Anyway, the recently released Impossibly Funky: A Cashiers Du Cinemart Collection appealed to me, but not because I wanted to relive the face off between CDC main man Mike White and Quinten Tarantino about the whole City on Fire/ Reservoir Dogs thing. It was a reviewer (whom-- I don't recall) that noted there were articles about film adaptations of the works of: David Goodis, Charles Willeford, James Ellroy and the attempts to bring John D MacDonald’s Travis Magee to the screen. There was also an article called The Four and a Half Worlds of Parker, about the film Payback and the history of Richard Stark’s (Donald Westlake for those not in the know) most enduring creation in film. All of those names are of course FFB gold.
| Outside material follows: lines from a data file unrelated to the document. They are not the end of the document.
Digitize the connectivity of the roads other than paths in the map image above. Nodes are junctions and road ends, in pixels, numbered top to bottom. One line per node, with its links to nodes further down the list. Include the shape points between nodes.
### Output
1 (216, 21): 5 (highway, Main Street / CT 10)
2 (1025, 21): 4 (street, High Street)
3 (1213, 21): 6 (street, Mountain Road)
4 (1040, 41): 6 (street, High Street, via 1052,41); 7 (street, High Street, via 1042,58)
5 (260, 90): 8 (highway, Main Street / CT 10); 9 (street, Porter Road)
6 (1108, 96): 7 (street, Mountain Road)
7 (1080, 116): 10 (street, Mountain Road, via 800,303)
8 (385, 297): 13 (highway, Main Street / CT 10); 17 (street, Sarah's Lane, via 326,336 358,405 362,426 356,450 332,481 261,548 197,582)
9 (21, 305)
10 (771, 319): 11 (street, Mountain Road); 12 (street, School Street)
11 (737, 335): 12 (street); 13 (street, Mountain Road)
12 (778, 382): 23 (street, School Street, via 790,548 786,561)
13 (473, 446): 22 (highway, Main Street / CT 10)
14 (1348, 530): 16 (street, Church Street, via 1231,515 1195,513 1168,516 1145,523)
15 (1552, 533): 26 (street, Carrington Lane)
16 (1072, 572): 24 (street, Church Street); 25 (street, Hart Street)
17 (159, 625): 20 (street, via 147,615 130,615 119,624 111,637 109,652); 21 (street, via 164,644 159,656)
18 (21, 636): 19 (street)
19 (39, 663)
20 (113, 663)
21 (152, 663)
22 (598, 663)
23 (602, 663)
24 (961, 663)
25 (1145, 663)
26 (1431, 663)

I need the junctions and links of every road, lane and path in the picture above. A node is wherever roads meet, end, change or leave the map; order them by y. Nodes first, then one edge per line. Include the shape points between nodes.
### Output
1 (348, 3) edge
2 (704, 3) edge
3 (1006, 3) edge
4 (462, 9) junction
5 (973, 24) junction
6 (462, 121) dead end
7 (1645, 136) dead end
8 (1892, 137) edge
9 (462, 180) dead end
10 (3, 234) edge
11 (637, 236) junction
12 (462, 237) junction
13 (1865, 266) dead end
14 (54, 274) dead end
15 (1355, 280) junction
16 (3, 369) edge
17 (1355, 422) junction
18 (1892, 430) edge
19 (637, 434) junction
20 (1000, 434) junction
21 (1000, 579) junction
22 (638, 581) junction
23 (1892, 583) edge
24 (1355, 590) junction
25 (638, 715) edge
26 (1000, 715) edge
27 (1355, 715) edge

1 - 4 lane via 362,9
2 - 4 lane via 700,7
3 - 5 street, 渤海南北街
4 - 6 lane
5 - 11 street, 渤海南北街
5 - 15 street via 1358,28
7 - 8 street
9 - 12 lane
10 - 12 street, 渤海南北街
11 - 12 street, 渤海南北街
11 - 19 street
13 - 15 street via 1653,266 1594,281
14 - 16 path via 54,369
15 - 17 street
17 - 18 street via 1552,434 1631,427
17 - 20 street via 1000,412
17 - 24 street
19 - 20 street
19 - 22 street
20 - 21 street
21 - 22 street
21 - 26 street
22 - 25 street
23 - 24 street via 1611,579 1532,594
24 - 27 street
One of the magazines that I still pick up these days it the music obsessive’s dream, Ugly Things, with its yearly OD of info. There were years when I would have a headache from the overload in it’s pages and as I looked at Impossibly Funky I have a feeling that it’s going to leave my brain exploded and my body in the fetal position as I recover from the ingestion of the information, opinions and thoughts contained with in.
More Friday forgotten books over at Patti’s on line home HERE
Edited: cause my last draft just didn't cut it.
2 comments:
Hope you dig it!
Old or not, that's a great title.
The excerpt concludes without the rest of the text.